Verification: Demonstration

Requirement Origin: DC-OCD-8.5.4

 

Data Center Initiation of Data Transfer

The Data Center shall support distribution of datasets and metadata through Data Center-initiated network transfers using common and existing transport mechanism and protocols.

Rationale: Users will want to pull data from the Data Center resources, and as well may wish to “subscribe” to information or data that is generated by and distributed by the Data Center.

Priority: Goal

Verification: Demonstration

Requirement Origin: DC-OCD-8.5.4

 

Provide Documentation of Distributed Data

The Data Center shall provide full documentation regarding the format, organization, and definition of distributed data sets.

Rationale: Users must have a clear expectation on the structure and organization of distributed data resources. This may include description of metadata header elements, information about how the data is organized within the file(s), any formatting features of note, and how or if data is compressed.

Priority: Required

Verification: Inspection

Requirement Origin: DC-OCD-8.5.3

 

Data Curation, Retention, and ASSOCIATION

Data-Metadata Association

The Data Center shall maintain association of the content of data and metadata received from the DKIST Data Handling System with data and metadata

  • Resulting from Science Operations Planning and Monitoring;

  • Produced by Data Center processes including calibration;

with its descriptive data and related ancillary information, including, scientific source, generational documentation and software provenance, for the duration of the lifetime of the data.

Rationale: Maintaining provenance is key in ensuring the production of stable products for community use, as well as the long-term utility of data.
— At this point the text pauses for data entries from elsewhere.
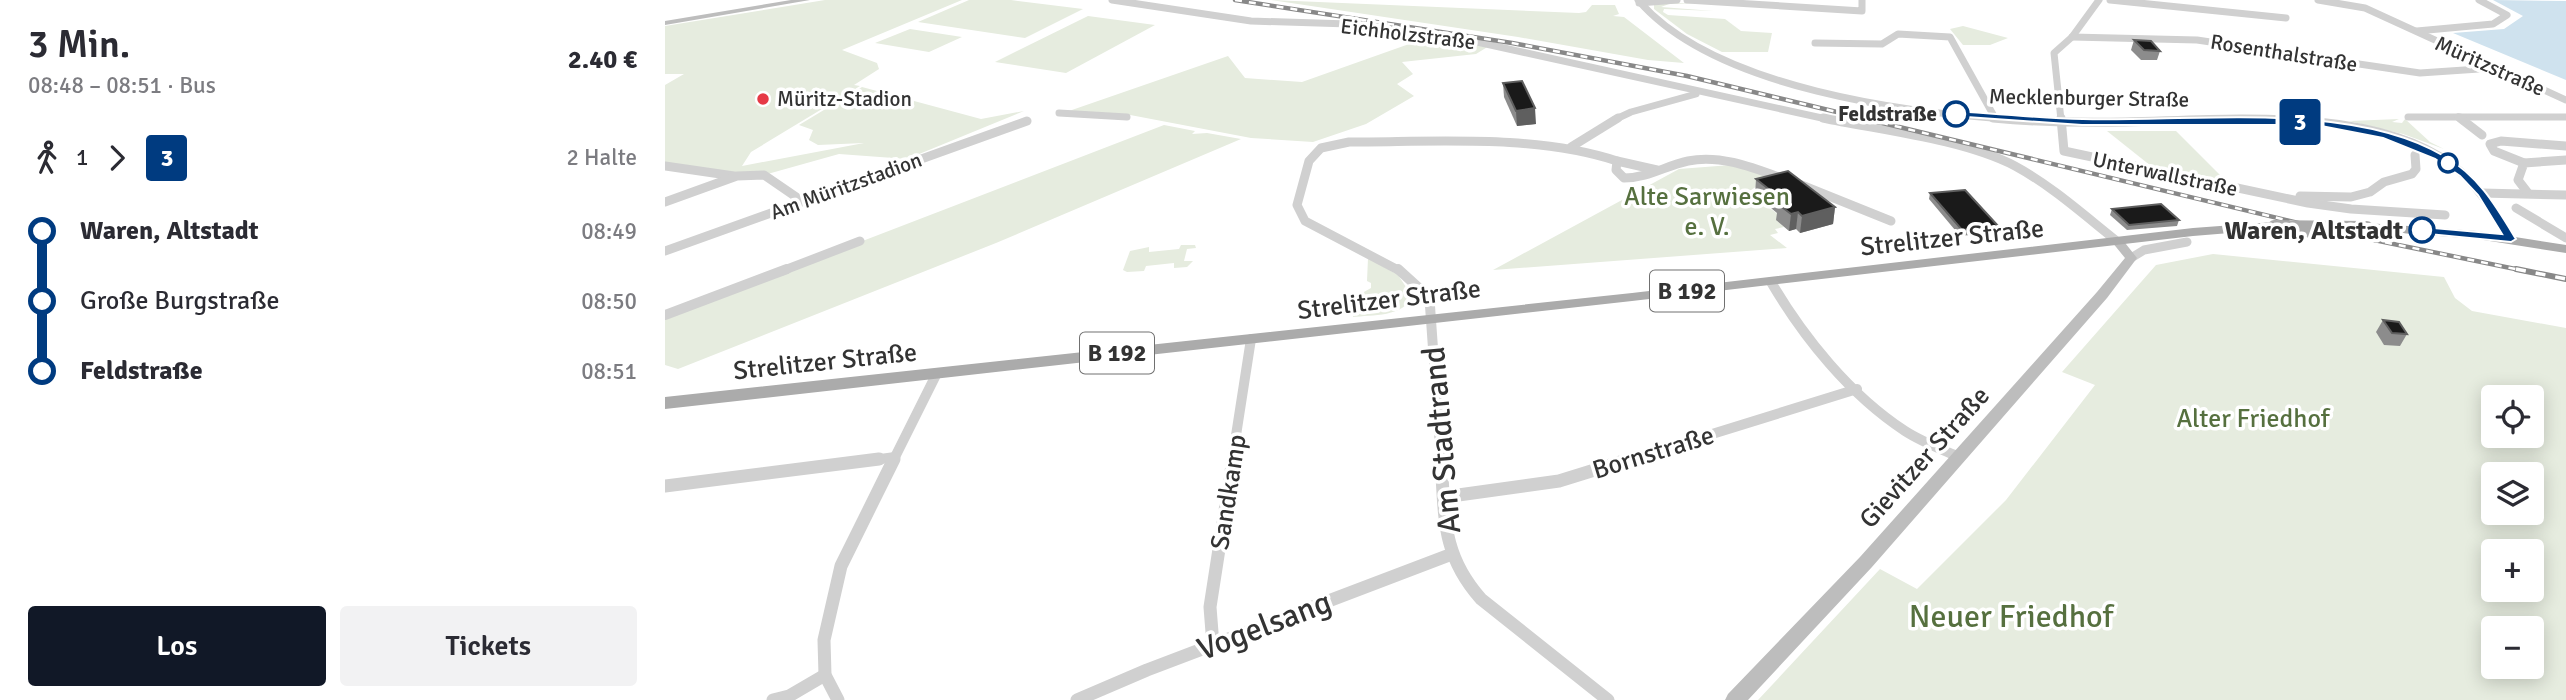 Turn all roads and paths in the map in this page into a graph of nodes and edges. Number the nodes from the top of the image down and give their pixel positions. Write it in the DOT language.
graph roads {
  1 [pos="806,0"];
  2 [pos="1112,0"];
  3 [pos="1677,0"];
  4 [pos="1687,0"];
  5 [pos="1862,0"];
  6 [pos="2099,0"];
  7 [pos="2110,0"];
  8 [pos="2318,0"];
  9 [pos="2357,0"];
  10 [pos="2479,0"];
  11 [pos="1638,1"];
  12 [pos="1777,3"];
  13 [pos="2365,8"];
  14 [pos="2286,18"];
  15 [pos="665,23"];
  16 [pos="2414,32"];
  17 [pos="2072,37"];
  18 [pos="1815,43"];
  19 [pos="2494,68"];
  20 [pos="1700,93"];
  21 [pos="2566,100"];
  22 [pos="1059,113"];
  23 [pos="1127,117"];
  24 [pos="1995,117"];
  25 [pos="2408,117"];
  26 [pos="2458,117"];
  27 [pos="2566,117"];
  28 [pos="1027,121"];
  29 [pos="2063,121"];
  30 [pos="2482,135"];
  31 [pos="2566,146"];
  32 [pos="1571,147"];
  33 [pos="2415,155"];
  34 [pos="2566,160"];
  35 [pos="1617,162"];
  36 [pos="2524,163"];
  37 [pos="665,166"];
  38 [pos="1660,170"];
  39 [pos="737,176"];
  40 [pos="2482,193"];
  41 [pos="2528,193"];
  42 [pos="2266,195"];
  43 [pos="2566,195"];
  44 [pos="803,201"];
  45 [pos="665,203"];
  46 [pos="2517,208"];
  47 [pos="2445,215"];
  48 [pos="1891,221"];
  49 [pos="2566,238"];
  50 [pos="860,241"];
  51 [pos="2118,242"];
  52 [pos="2187,242"];
  53 [pos="2514,244"];
  54 [pos="2566,249"];
  55 [pos="665,251"];
  56 [pos="2566,257"];
  57 [pos="2131,258"];
  58 [pos="1771,282"];
  59 [pos="665,315"];
  60 [pos="1431,318"];
  61 [pos="1251,339"];
  62 [pos="937,373"];
  63 [pos="1857,388"];
  64 [pos="665,403"];
  65 [pos="895,457"];
  66 [pos="1959,457"];
  67 [pos="665,486"];
  68 [pos="1444,496"];
  69 [pos="1452,554"];
  70 [pos="1213,645"];
  71 [pos="825,675"];
  72 [pos="773,700"];
  73 [pos="838,700"];
  74 [pos="1077,700"];
  75 [pos="1608,700"];
  76 [pos="1735,700"];
  1 -- 15 [label="main road"];
  2 -- 20 [label="street, Eichholzstraße"];
  3 -- 11 [label="street"];
  4 -- 12 [label="street"];
  5 -- 12 [label="street"];
  6 -- 17 [label="street"];
  7 -- 14 [label="street"];
  8 -- 13 [label="street"];
  9 -- 13 [label="street"];
  10 -- 16 [label="street, Müritzstraße"];
  11 -- 24 [label="street, Mecklenburger Straße"];
  13 -- 16 [label="street, Müritzstraße"];
  16 -- 19 [label="street, Müritzstraße"];
  17 -- 19 [label="street, Rosenthalstraße"];
  17 -- 29 [label="street"];
  18 -- 24 [label="street"];
  19 -- 21 [label="street, Müritzstraße"];
  20 -- 32 [label="street, Eichholzstraße"];
  20 -- 51 [label="street, Eichholzstraße"];
  22 -- 23 [label="street"];
  24 -- 29 [label="street, Mecklenburger Straße"];
  25 -- 26 [label="street, Müritzstraße"];
  26 -- 27 [label="street, Müritzstraße"];
  26 -- 30 [label="street"];
  28 -- 44 [label="street, Am Müritzstadion"];
  29 -- 40 [label="street, Mecklenburger Straße"];
  29 -- 42 [label="street, Unterwallstraße"];
  31 -- 36 [label="street"];
  32 -- 35 [label="street"];
  32 -- 60 [label="street"];
  33 -- 42 [label="street, Unterwallstraße"];
  34 -- 36 [label="street"];
  35 -- 38 [label="street"];
  35 -- 38 [label="street"];
  36 -- 41 [label="street"];
  37 -- 39 [label="street"];
  38 -- 48 [label="street"];
  39 -- 44 [label="street"];
  39 -- 45 [label="street"];
  40 -- 41 [label="street"];
  40 -- 53 [label="street, Mecklenburger Straße"];
  41 -- 43 [label="street"];
  42 -- 47 [label="street, Unterwallstraße"];
  44 -- 55 [label="street, Am Müritzstadion"];
  46 -- 49 [label="street"];
  50 -- 59 [label="street"];
  51 -- 52 [label="main road, B 192"];
  51 -- 53 [label="main road, B 192, bridge"];
  51 -- 57 [label="main road"];
  51 -- 58 [label="main road, Strelitzer Straße / B 192"];
  52 -- 53 [label="main road, B 192"];
  52 -- 57 [label="street"];
  53 -- 54 [label="main road, B 192"];
  53 -- 56 [label="main road, B 192"];
  57 -- 66 [label="main road, Gievitzer Straße"];
  58 -- 60 [label="main road, Strelitzer Straße / B 192"];
  58 -- 63 [label="street"];
  60 -- 61 [label="main road, Strelitzer Straße / B 192"];
  60 -- 68 [label="street, Am Stadtrand"];
  61 -- 62 [label="main road, Strelitzer Straße / B 192"];
  61 -- 70 [label="street, Sandkamp"];
  62 -- 64 [label="main road, Strelitzer Straße / B 192"];
  62 -- 65 [label="street"];
  63 -- 66 [label="street"];
  63 -- 68 [label="street, Bornstraße"];
  65 -- 67 [label="street"];
  65 -- 71 [label="street"];
  66 -- 76 [label="main road, Gievitzer Straße"];
  68 -- 69 [label="street, Am Stadtrand"];
  69 -- 70 [label="street, Vogelsang"];
  69 -- 75 [label="street, Am Stadtrand"];
  70 -- 74 [label="street, Vogelsang"];
  71 -- 72 [label="street"];
  71 -- 73 [label="street"];
}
Such association is typically supported by one or more data models.

Priority: Required

Verification: Inspection/Demonstration

Requirement Origin: DC-OCD 5.3.1, 5.3.2

 

Resilience to Disaster

The Data Center shall ensure that localized catastrophic disasters do not result in permanent loss of data.
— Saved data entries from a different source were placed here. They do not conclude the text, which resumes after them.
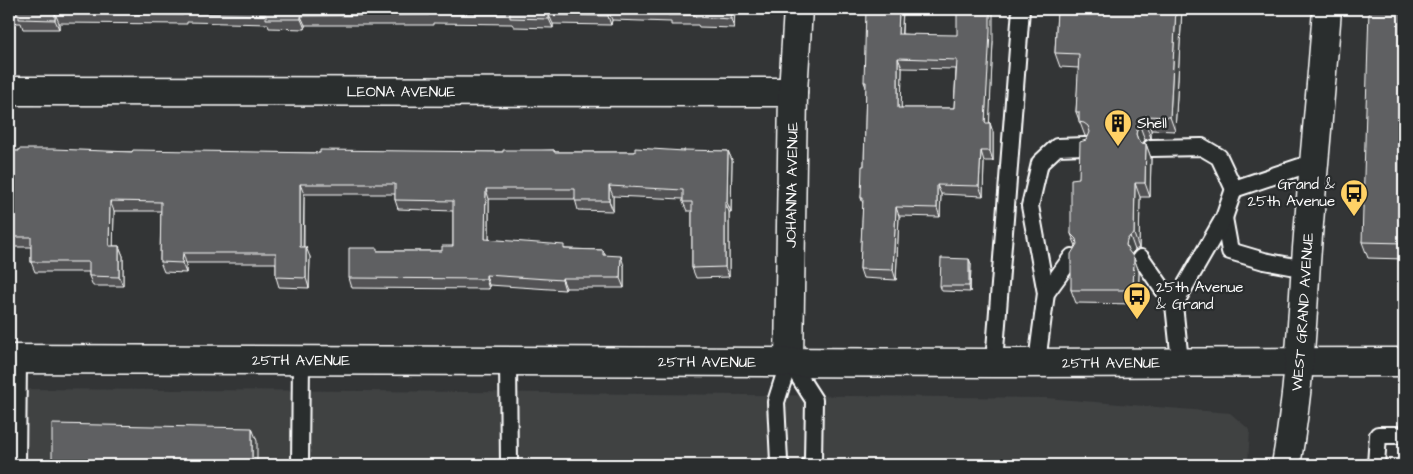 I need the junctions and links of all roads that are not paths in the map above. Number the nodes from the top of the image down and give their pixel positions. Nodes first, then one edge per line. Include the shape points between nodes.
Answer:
1 (798, 9) edge
2 (1021, 9) edge
3 (1327, 9) edge
4 (9, 91) edge
5 (793, 92) junction
6 (1084, 146) edge
7 (1150, 148) dead end
8 (1315, 162) junction
9 (1234, 189) junction
10 (1224, 218) junction
11 (1072, 256) edge
12 (1142, 258) dead end
13 (1306, 269) junction
14 (1046, 293) junction
15 (1174, 306) junction
16 (14, 359) edge
17 (301, 360) junction
18 (508, 361) junction
19 (789, 361) junction
20 (1180, 361) junction
21 (1300, 361) junction
22 (1037, 362) junction
23 (1404, 362) edge
24 (994, 363) junction
25 (1404, 435) edge
26 (17, 465) edge
27 (300, 465) edge
28 (509, 465) edge
29 (781, 465) edge
30 (810, 465) edge
31 (1286, 465) edge
32 (1376, 465) edge

1 - 5 main road, JOHANNA AVENUE
2 - 24 lane
3 - 8 main road, WEST GRAND AVENUE
4 - 5 main road, LEONA AVENUE
5 - 19 main road, JOHANNA AVENUE
6 - 14 lane via 1057,147 1040,163 1030,206
7 - 9 lane via 1202,147 1219,157
8 - 9 lane
8 - 13 main road, WEST GRAND AVENUE
9 - 10 lane
10 - 13 lane via 1230,252
10 - 15 lane
11 - 14 lane
12 - 15 lane
13 - 21 main road, WEST GRAND AVENUE
14 - 22 lane
15 - 20 lane
16 - 17 main road, 25TH AVENUE
16 - 26 lane
17 - 18 main road, 25TH AVENUE
17 - 27 lane
18 - 19 main road, 25TH AVENUE
18 - 28 lane
19 - 24 main road, 25TH AVENUE
19 - 29 lane via 776,402
19 - 30 lane via 814,400 813,460
20 - 21 main road, 25TH AVENUE
20 - 22 main road, 25TH AVENUE
21 - 23 main road, 25TH AVENUE
21 - 31 main road, WEST GRAND AVENUE
22 - 24 main road, 25TH AVENUE
25 - 32 lane via 1378,435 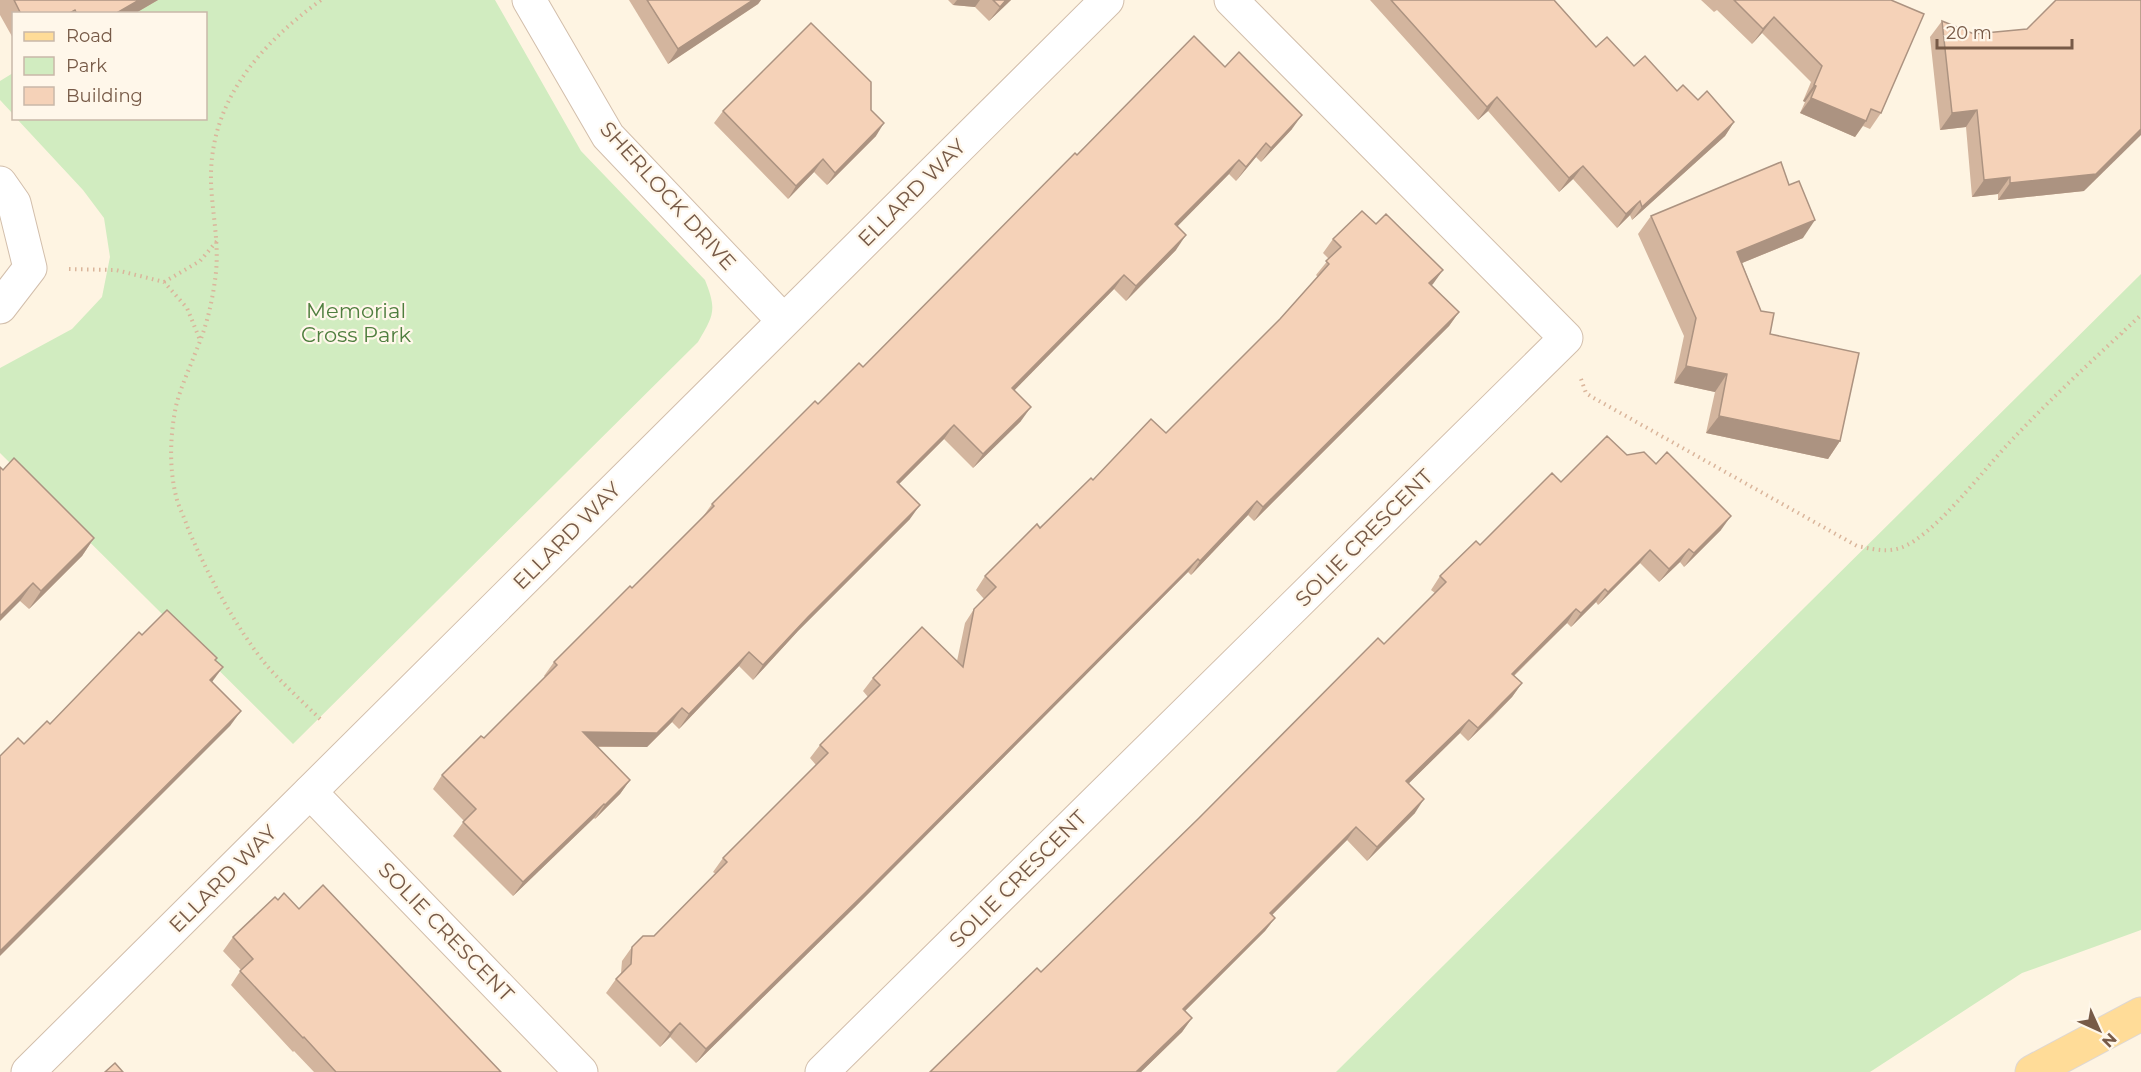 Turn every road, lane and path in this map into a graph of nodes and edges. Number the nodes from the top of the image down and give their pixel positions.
1 (321, 0) edge
2 (529, 0) edge
3 (1107, 0) edge
4 (1231, 0) edge
5 (0, 183) edge
6 (217, 240) junction
7 (30, 268) junction
8 (164, 282) junction
9 (0, 307) edge
10 (2141, 315) edge
11 (783, 321) junction
12 (1566, 338) junction
13 (200, 341) junction
14 (320, 718) dead end
15 (310, 792) junction
16 (2141, 1014) edge
17 (28, 1072) edge
18 (581, 1072) edge
19 (822, 1072) edge
20 (2031, 1072) edge

1 - 6 path
2 - 11 street, SHERLOCK DRIVE
3 - 11 street, ELLARD WAY
4 - 12 street
5 - 7 street
6 - 8 path
6 - 13 path
7 - 8 path
7 - 9 street
8 - 13 path
10 - 12 path
11 - 15 street, ELLARD WAY
12 - 19 street, SOLIE CRESCENT
13 - 14 path
15 - 17 street, ELLARD WAY
15 - 18 street, SOLIE CRESCENT
16 - 20 main road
Rationale: In order to ensure long-term safety of DKIST data requiring retention, the Data Center must ensure that it does not store its data in a single location, as should that location suffer a catastrophic event permanent data loss would result.

Priority: Required

Verification: Demonstration

Requirement Origin: DC-OCD 10.3.7

 

Retention Enforcement [Deleted]

 

Data Value [Deleted]

 

Minimum Retention Time

The Data Center shall retain content of science data frames, without downsampling or otherwise reducing the natively-acquired image resolution, received from the DKIST Data Handling System for at minimum six months from time of acquisition.

Rationale: This ensures that the content – e.g., the image data and associated descriptive information – of science frames will be retained for a period of time allowing analysis. This content may not be stored internally in the form received from the summit, i.e., they may be reversibly disaggregated into smaller or different-size pieces. This also ensures a minimum lifetime for data in routine Operations.

Priority: Required

Verification: Inspection

Requirement Origin: DC-OCD 5.4.1

 

Data and Metadata from Summit Operations

The Data Center shall receive and retain all data and metadata adherent to the “DKIST Data Model”, documented in SPEC-0122, as received from the Summit facility for the lifetime of the project, unless directed for deletion by the DKIST Data Quality Assessment Committee.

Rationale: It is necessary to capture the record of each experiment and relevant facility operations performed on the DKIST summit, regardless of whether the science images are retained.

Priority: Required

Verification: Inspection/Demonstration

Requirement Origin: DC-OCD 5.4.1

 

Metadata from Operations Planning

The Data Center shall receive and retain for the lifetime of the project all metadata required to establish and maintain provenance of captured experiments to their proposal, planning, and execution.

Rationale: To enable the long-term association of the outputs of the measurement process to associated plans and proposals, it is necessary for the Data Center to capture and maintain metadata from Operations Planning.

Priority: Required

Verification: Inspection

Requirement Origin: DC-OCD 5.4.1

 

Metadata from Data Center Operations

The Data Center shall retain metadata associated with the computational processing and transformation of raw data into output data sets and/or products, for the lifetime of those outputs.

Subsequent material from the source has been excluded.